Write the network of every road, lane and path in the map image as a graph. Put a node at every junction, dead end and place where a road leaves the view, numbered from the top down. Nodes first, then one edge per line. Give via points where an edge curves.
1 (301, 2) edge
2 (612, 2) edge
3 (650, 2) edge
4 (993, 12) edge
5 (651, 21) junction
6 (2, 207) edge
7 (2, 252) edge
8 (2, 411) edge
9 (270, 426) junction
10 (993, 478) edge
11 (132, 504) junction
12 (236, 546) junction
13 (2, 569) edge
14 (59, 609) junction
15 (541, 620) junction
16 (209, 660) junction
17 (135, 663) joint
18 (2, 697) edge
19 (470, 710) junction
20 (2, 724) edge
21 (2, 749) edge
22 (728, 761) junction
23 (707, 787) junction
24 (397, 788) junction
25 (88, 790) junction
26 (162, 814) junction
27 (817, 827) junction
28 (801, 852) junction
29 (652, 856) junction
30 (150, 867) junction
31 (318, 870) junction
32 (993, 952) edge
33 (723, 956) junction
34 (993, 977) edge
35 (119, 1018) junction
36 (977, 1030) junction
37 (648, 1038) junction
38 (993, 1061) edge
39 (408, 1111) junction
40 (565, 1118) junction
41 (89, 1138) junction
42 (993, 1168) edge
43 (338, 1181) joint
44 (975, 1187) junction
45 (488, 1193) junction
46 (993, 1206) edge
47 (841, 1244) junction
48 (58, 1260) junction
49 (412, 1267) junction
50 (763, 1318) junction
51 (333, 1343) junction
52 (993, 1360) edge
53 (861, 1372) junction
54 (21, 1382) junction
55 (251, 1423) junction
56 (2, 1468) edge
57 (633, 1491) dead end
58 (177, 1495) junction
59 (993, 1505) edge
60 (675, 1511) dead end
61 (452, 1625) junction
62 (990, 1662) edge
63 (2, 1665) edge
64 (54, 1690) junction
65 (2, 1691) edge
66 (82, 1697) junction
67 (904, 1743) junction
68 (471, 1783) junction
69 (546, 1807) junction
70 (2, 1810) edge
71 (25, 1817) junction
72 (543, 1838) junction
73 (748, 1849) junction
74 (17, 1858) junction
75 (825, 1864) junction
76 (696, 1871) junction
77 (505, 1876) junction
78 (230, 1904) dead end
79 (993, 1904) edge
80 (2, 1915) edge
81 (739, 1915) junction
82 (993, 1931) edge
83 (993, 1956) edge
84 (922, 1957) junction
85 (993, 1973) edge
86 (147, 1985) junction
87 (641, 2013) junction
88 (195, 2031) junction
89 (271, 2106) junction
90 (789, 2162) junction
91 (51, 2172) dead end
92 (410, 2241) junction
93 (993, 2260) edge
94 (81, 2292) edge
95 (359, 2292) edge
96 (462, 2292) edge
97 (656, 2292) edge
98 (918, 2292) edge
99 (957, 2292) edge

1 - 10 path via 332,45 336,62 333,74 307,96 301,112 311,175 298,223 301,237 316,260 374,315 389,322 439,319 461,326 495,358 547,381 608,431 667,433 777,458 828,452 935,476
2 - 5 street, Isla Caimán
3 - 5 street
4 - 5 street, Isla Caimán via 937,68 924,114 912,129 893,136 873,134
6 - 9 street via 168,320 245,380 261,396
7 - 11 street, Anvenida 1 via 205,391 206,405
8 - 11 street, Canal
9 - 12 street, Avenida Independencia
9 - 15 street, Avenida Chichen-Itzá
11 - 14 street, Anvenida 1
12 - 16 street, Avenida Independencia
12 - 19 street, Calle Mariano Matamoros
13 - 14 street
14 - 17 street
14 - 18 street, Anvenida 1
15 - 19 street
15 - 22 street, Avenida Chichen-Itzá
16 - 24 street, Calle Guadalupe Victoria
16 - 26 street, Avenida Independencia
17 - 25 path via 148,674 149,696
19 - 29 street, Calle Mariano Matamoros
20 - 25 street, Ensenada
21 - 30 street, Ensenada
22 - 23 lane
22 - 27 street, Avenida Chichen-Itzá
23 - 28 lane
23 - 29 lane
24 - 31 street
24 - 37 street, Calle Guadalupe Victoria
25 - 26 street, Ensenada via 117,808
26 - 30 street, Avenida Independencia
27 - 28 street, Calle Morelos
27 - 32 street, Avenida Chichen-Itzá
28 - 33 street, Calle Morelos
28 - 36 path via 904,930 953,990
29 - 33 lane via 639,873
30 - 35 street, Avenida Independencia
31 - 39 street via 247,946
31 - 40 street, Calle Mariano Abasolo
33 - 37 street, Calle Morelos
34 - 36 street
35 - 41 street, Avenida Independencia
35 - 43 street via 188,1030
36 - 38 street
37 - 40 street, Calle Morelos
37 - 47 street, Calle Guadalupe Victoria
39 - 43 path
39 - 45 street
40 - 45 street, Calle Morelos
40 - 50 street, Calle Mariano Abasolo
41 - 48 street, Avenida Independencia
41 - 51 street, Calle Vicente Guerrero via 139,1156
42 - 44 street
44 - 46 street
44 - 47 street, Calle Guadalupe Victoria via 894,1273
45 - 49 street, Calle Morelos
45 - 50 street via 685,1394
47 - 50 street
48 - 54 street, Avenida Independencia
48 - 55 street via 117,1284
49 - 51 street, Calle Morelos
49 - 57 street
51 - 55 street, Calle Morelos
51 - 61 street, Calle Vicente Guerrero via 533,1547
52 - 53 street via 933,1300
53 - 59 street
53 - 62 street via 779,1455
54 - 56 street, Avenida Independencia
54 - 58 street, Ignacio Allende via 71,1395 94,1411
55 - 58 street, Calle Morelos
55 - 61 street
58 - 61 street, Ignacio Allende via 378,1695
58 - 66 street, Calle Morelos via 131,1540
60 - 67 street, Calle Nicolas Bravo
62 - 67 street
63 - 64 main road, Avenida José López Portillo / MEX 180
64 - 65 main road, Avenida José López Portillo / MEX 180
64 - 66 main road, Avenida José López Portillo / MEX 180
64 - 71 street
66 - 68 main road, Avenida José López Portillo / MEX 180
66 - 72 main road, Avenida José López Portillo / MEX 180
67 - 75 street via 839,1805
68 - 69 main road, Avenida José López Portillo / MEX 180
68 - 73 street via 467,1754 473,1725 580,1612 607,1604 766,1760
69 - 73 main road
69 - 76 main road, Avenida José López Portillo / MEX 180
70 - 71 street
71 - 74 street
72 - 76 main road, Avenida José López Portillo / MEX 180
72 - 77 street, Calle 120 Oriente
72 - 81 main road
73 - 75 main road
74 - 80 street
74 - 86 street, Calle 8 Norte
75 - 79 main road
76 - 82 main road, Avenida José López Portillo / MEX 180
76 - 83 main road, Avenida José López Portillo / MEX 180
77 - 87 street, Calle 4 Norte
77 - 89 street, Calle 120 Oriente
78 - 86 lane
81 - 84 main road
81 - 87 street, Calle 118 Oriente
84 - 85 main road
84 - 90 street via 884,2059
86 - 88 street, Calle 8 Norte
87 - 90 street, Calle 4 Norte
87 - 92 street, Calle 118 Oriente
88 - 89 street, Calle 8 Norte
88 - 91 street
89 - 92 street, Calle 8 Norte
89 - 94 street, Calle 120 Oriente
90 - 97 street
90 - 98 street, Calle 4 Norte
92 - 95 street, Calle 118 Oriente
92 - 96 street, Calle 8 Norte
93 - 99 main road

----------

Work order » Copy the lines of the entries above that mention "Ensenada".

Finished exercise »
20 - 25 street, Ensenada
21 - 30 street, Ensenada
25 - 26 street, Ensenada via 117,808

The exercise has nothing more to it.